村川:和気あいあいとしています。みんなでホンワカと笑ってますね。
ともさか:そうですね。稽古場での過ごし方って役者さんによって全然違うんですけど、それぞれの得意なことや苦手なことをお互いに笑いあえる、風通しがよくて、いい稽古場だなと思います。
――お二人の役についてお聞きしたいです。どちらも恋する女性ですが、正反対のタイプですよね。
ともさか:ええ。満喜(まき)は、祖国を捨てて日本で暮らす朝鮮人です。戦地から帰ってこない恋人への思いを6年も抱えながら生きています。山口馬木也さん演じる康雄に何度も言い寄よられても、帰らない恋人のことをずっと思っている。
村川:カッコ良いですよね。芯が強くて、ミステリアスで、とても素敵です。
ともさか:でもなんだか笑えてきちゃうんですよね。カッコつけてると面白くなっちゃって(笑)。きっと私と満喜はまったく似てないんでしょうね。私なら恋人が6年も帰ってこなかったら、さっさと次の人にいっちゃいそう。でも、置かれた状況と時代が違うと待つのかなあ。今の私たちには、恋人が戦地に行くなんて想像がつかないですよね。満喜は6年経っても帰ってこない彼にまだ愛があるのか・・・あまりセリフが多い役ではないので、今、自分の中で想像を組み立てているところです。

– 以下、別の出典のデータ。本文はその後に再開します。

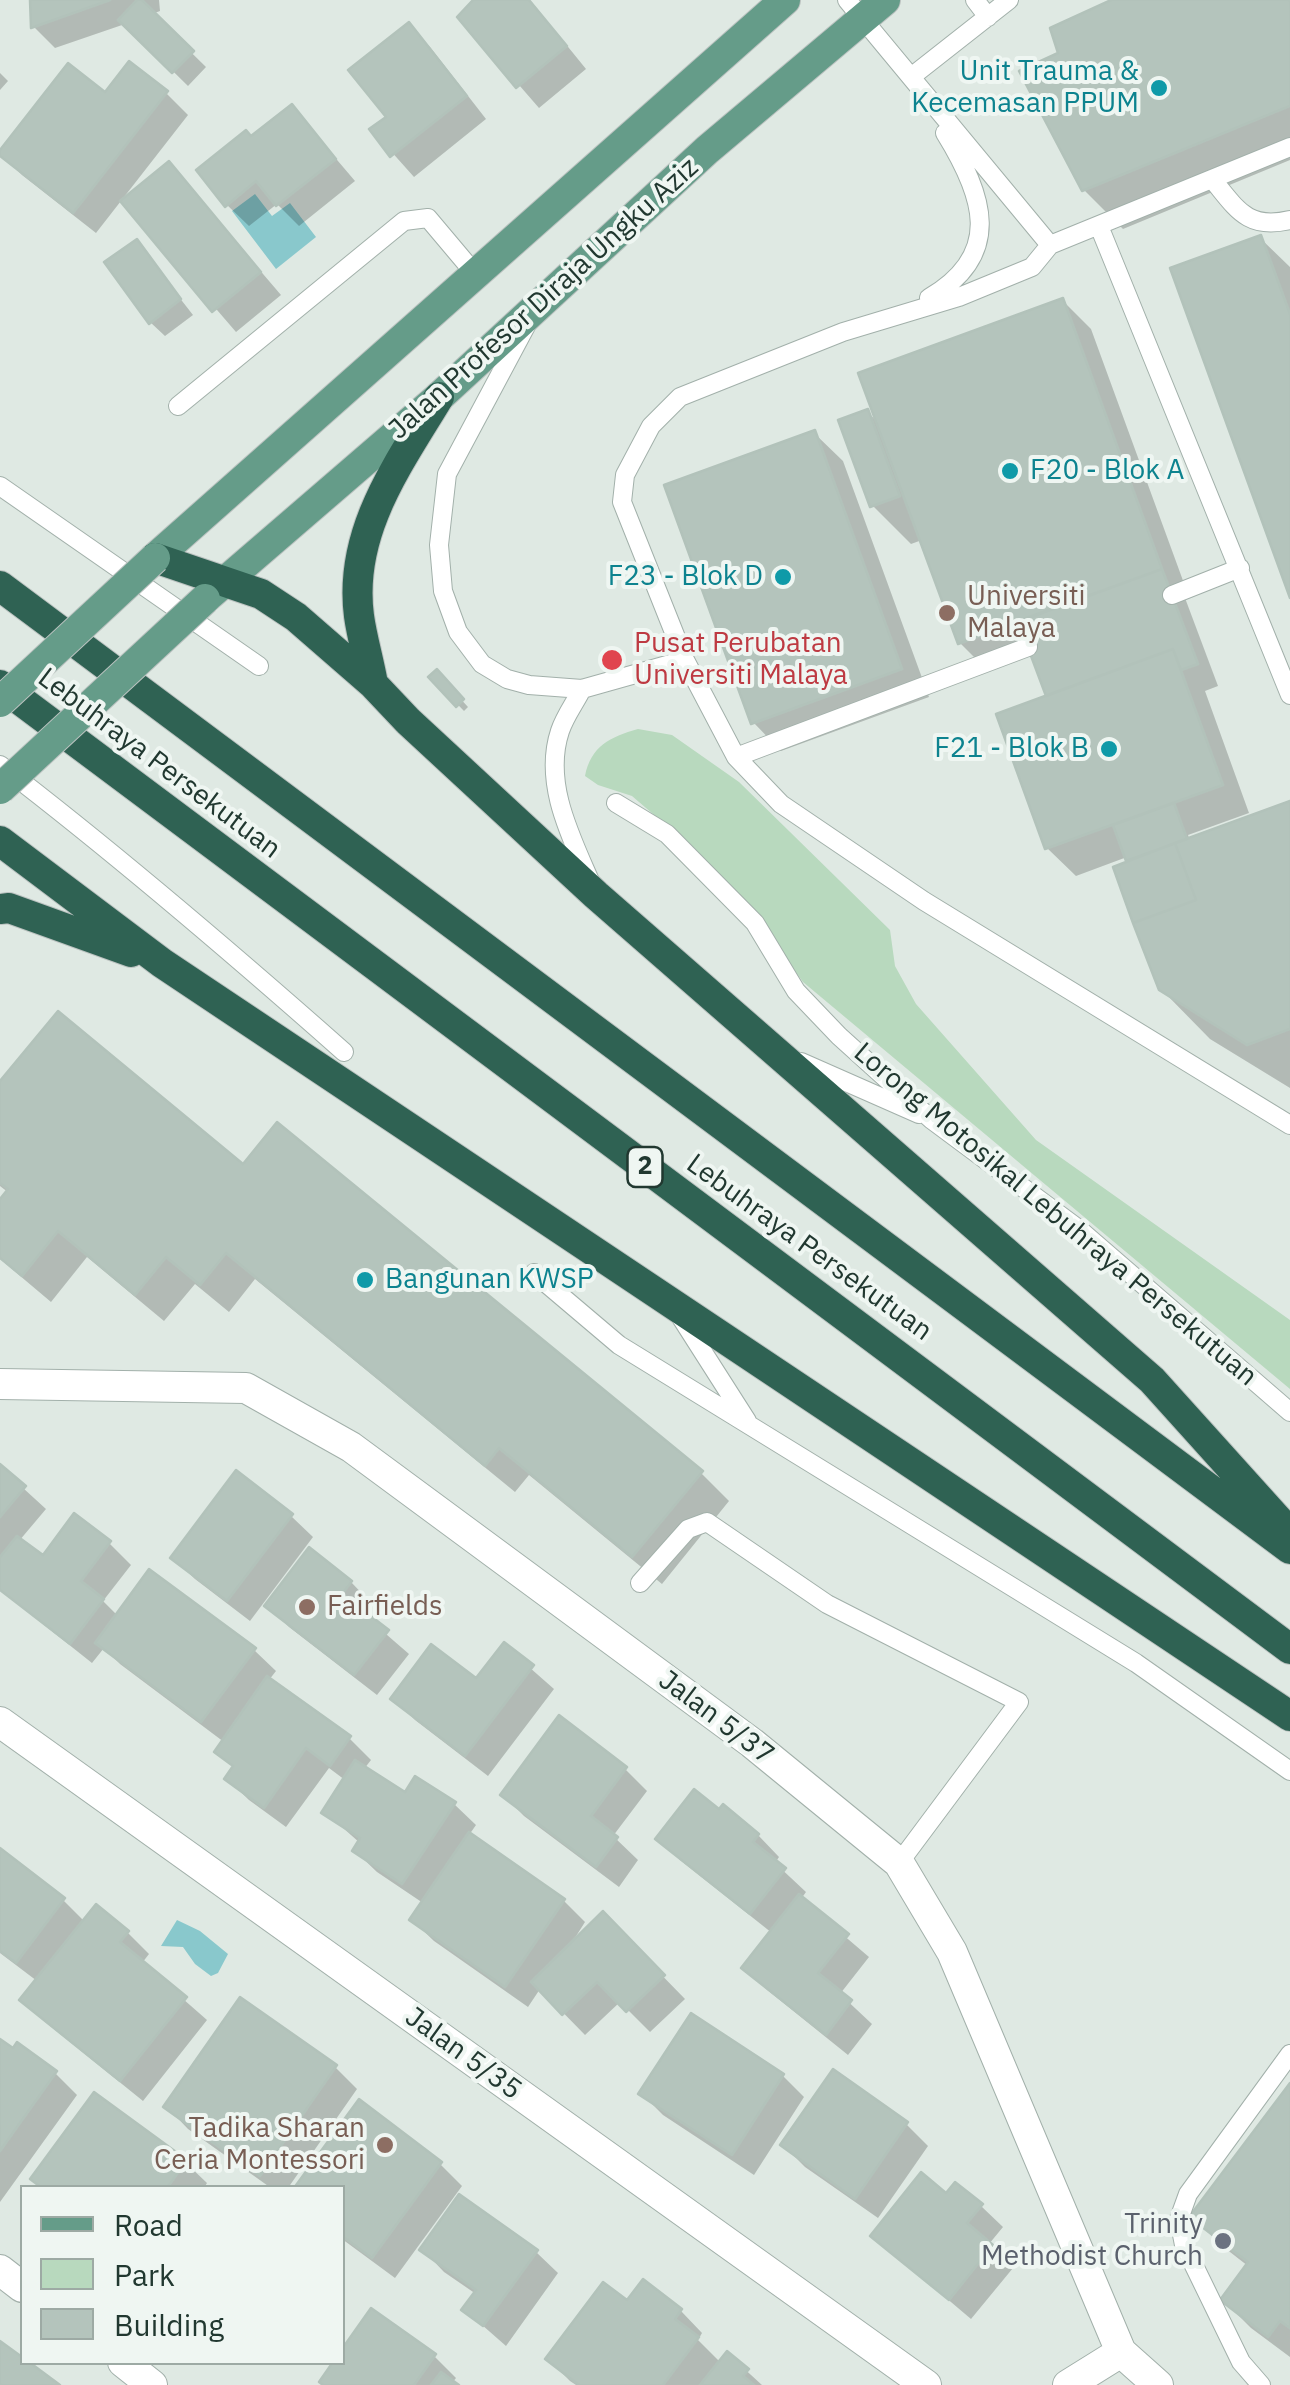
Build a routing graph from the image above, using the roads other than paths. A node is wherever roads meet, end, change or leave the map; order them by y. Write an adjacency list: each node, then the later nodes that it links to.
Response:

村川:私の演じるあかねは、満喜とはまったくの真逆なんです。満喜は言葉数が少なくてすごく芯が強い人だけど、あかねは反対。とてもよく喋るんですけど、芯が弱い。婚約者の康雄さんに過去に救ってもらったことがあり、ずっと執着していて、康雄が満喜を好きになっても、婚約を破棄されても、康雄を愛して愛してやまないんです。お酒にも依存しちゃうし、何かに縋らないと生きていけない。男性から見たら絶対彼女にしたくないタイプだと思います(笑)。はたからみたら真っ直ぐに見えるけど、すごく脆い。弱い部分があるから逆に強気になってしまう儚さを持っているんです。私はあかねとは真逆のタイプなので、あかねみたいになりたいって憧れることもあります(笑)。
――お二人とも、役とご自身は似ていないと感じているんですね。お互いの印象などはどうですか?
村川:そうですね。ともさかさんはずっとテレビで見ていて、すごく強いイメージがあったんですけど、ご本人はホワンとしていて吸い寄せられてく感じがします。満喜とは違いますね。
ともさか:絵梨ちゃんも、あかねと違ってお姉さんキャラだよね。みんなが甘えたくなるような包容力があるんですよ。
村川:急にみなさんに「姐さん」とか言われて、本当にビックリですよ!
ともさか:絵梨ちゃんがお酒を飲んでるところを見ると、「ホントすみませんでした。ついていきます!」っていう気持ちになる(笑)。
村川:そのネタをいつも言われる!別にお酒は強くないんですけど(笑)。
ともさか:お酒を飲んでる姿がカッコイイんですよ。会う前の絵梨ちゃんはもっと甘いイメージだったので、いい意味で裏切られました。存在しているだけで可愛いから、あかねとして嫌な事や意地悪を言っても、なんか可愛いくて憎めないような、根っからの愛らしさがある。今、稽古場で隣の席に座っているんですけど、すぐ絵梨ちゃんに触りたくなっちゃうんです。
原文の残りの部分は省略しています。